Unpatched Vulnerabilities in BYOD Environments Leave Organizations Exposed to Attacks

With botnets, DDoS attacks, and secret lists of exploits being all over the news in recent months, vulnerabilities should be top of mind for anyone who's concerned with cyber security, especially vulnerabilities in consumer devices.

While CISOs, IT administrators, and other security professionals will know better than to allow unsecured, vulnerable IoT devices in internal networks, the personal devices employees connect to networks can be just as risky.

BYOD environments, according to 2016 data from the Harvard Business Review, may actually be on the decline. However, more employees than ever are bringing personal devices to the office — perhaps even in defiance of organizational security requirements. "BYOD increased from 80% to 90% overall although the 'officially allowed' [BYOD policies] dropped by 18 percentage points," wrote Jane McConnell for the Harvard Business Review.

Those personal devices are often rife with known-yet-unpatched vulnerabilities.

Android devices, for example, are rarely updated by their users. In March 2017, Wired reported that "half of Android devices [went] unpatched in 2016." Even more chilling: "Less than three percent of Android phones run the operating system's latest version, Nougat." (Devices that run iOS have low update rates as well.)

Users remain the No. 1 weak link in security architecture. User reluctance to install updates and apply patches appears to be persistent. Such reluctance leaves their devices prone to exploits, obviously — but when those devices come into contact with corporate networks, the user's exposure becomes the organization's exposure.

It is likely that the best solution to the problem of user-introduced vulnerabilities is a combination of more robust network access control and better user education.

Network access control solutions can limit or block access for noncompliant devices. OPSWAT and OPSWAT's partners offer a number of solutions for more robust network access control.

User education is another major area where much progress can be made. Users may not fully comprehend the sheer volume of threats awaiting them and their employers on the internet — the place where they shop, socialize, read, entertain themselves, and conduct business every day. And they may not realize just how important it is to install updates and keep software updated in order to patch vulnerabilities.

They may not even be familiar with the concept of "vulnerabilities" or the necessity of security patches.
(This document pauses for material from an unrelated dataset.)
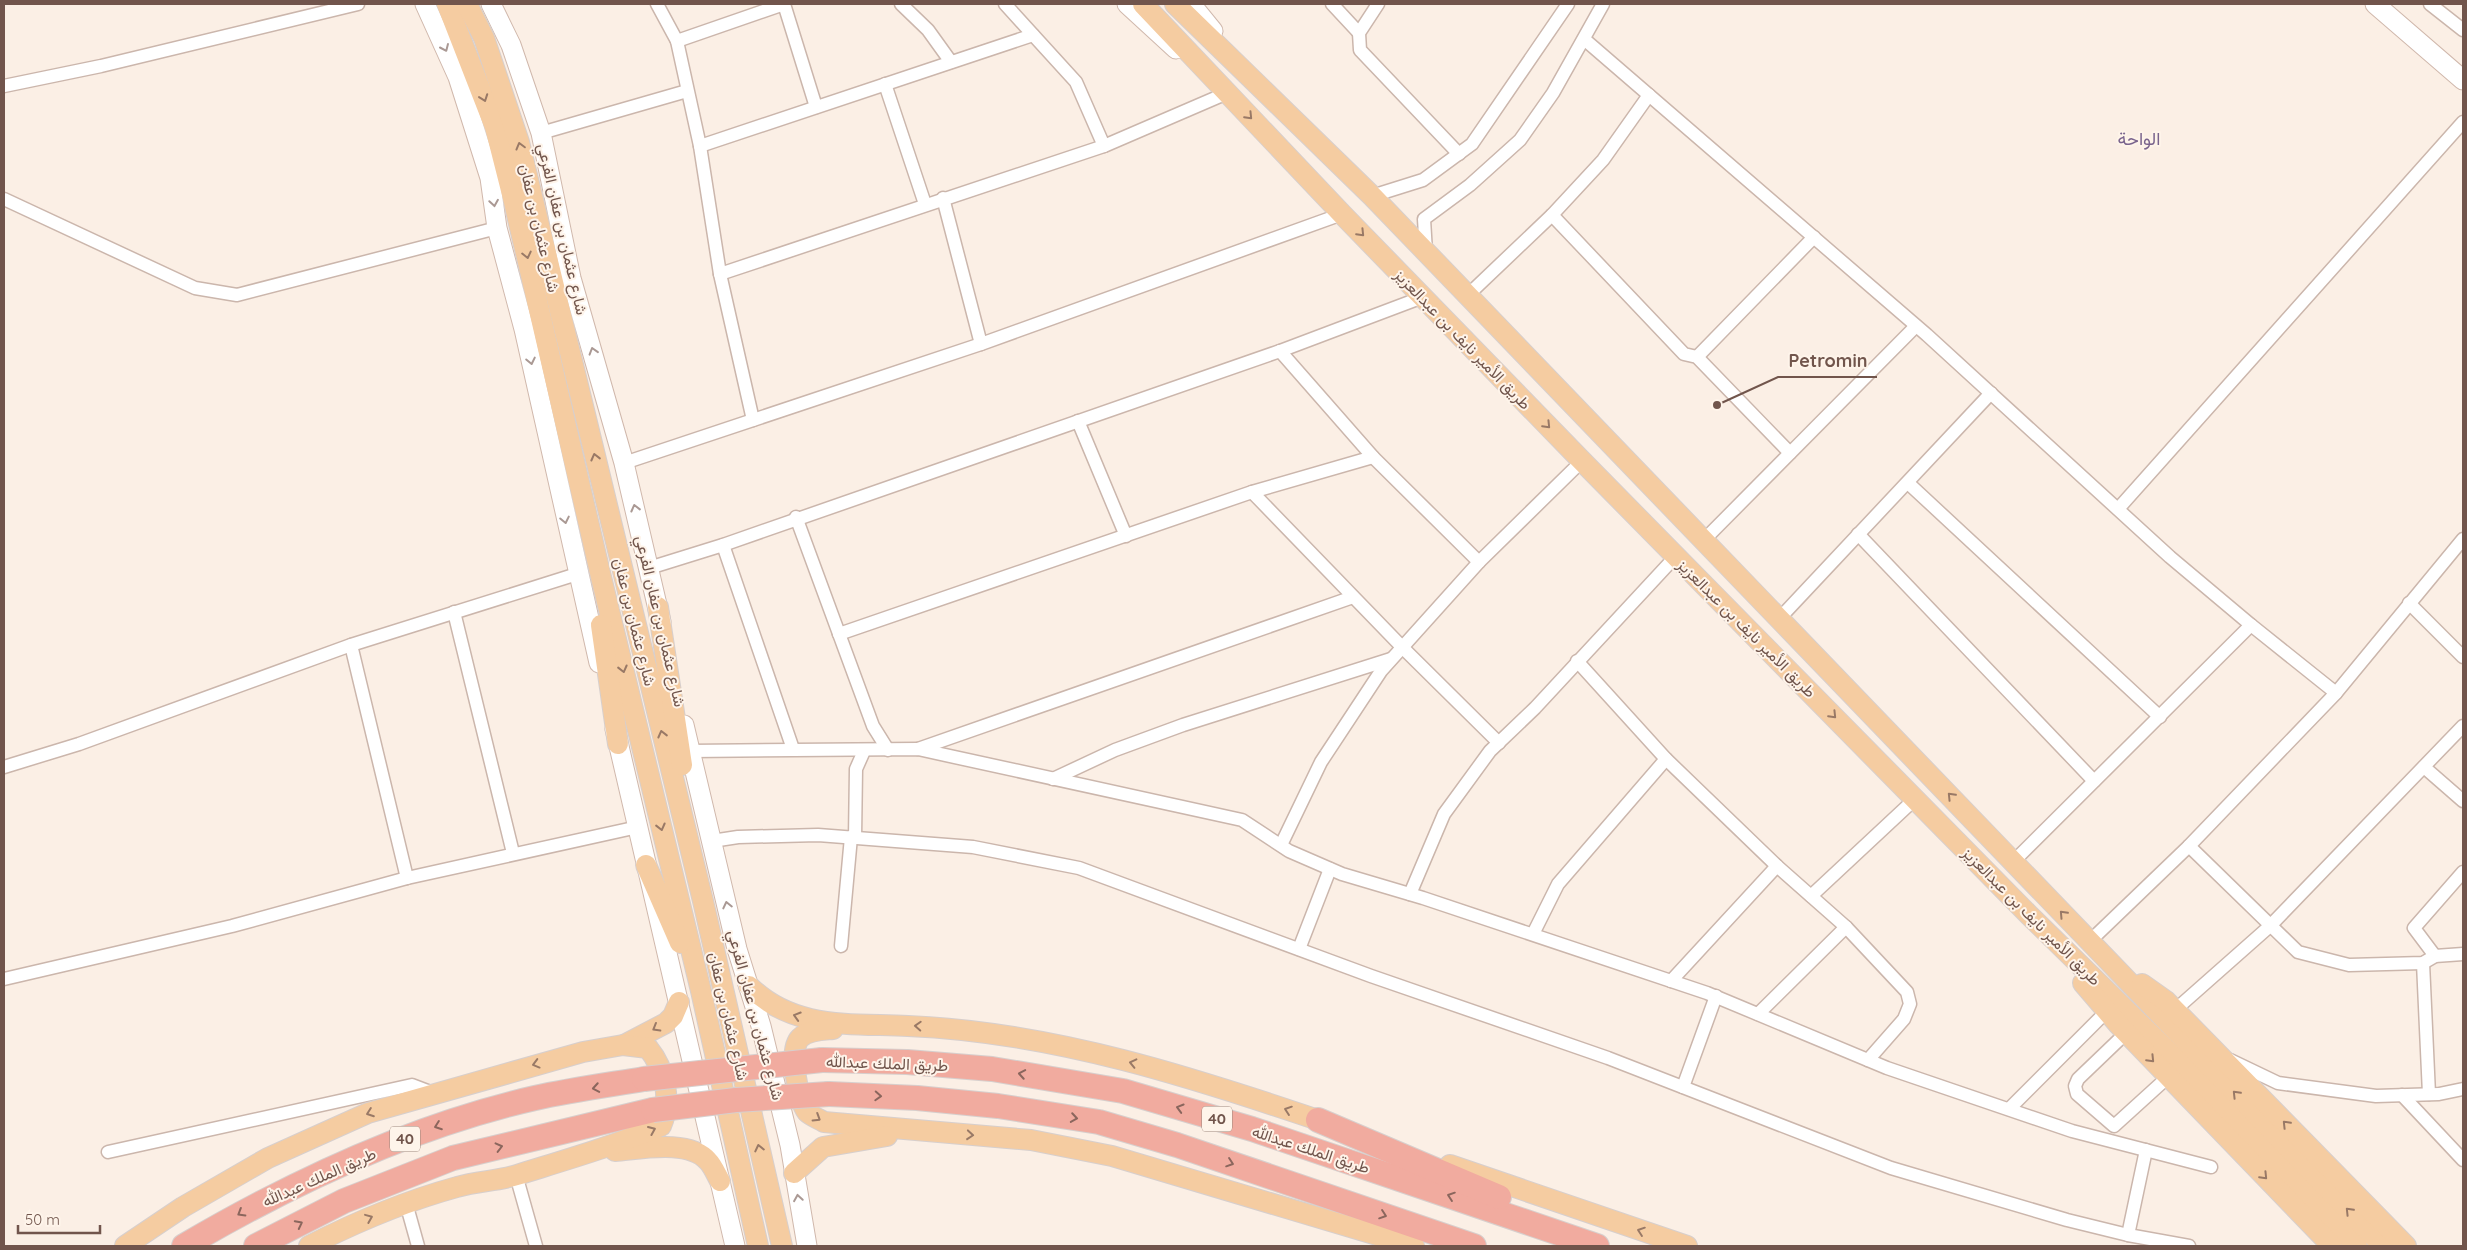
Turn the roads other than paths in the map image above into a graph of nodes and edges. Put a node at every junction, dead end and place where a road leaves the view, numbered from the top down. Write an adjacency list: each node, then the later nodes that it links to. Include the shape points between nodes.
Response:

Five out of 6 users are not even aware of Android security patches, according to a recent survey. User obstinance would be an uncorrectable problem; user ignorance, on the other hand, can be addressed with training and education.

And finally, solutions like MetaDefender Endpoint Management can aid with the problem of vulnerable user devices by checking the security and compliance posture of all endpoint devices connected to a network.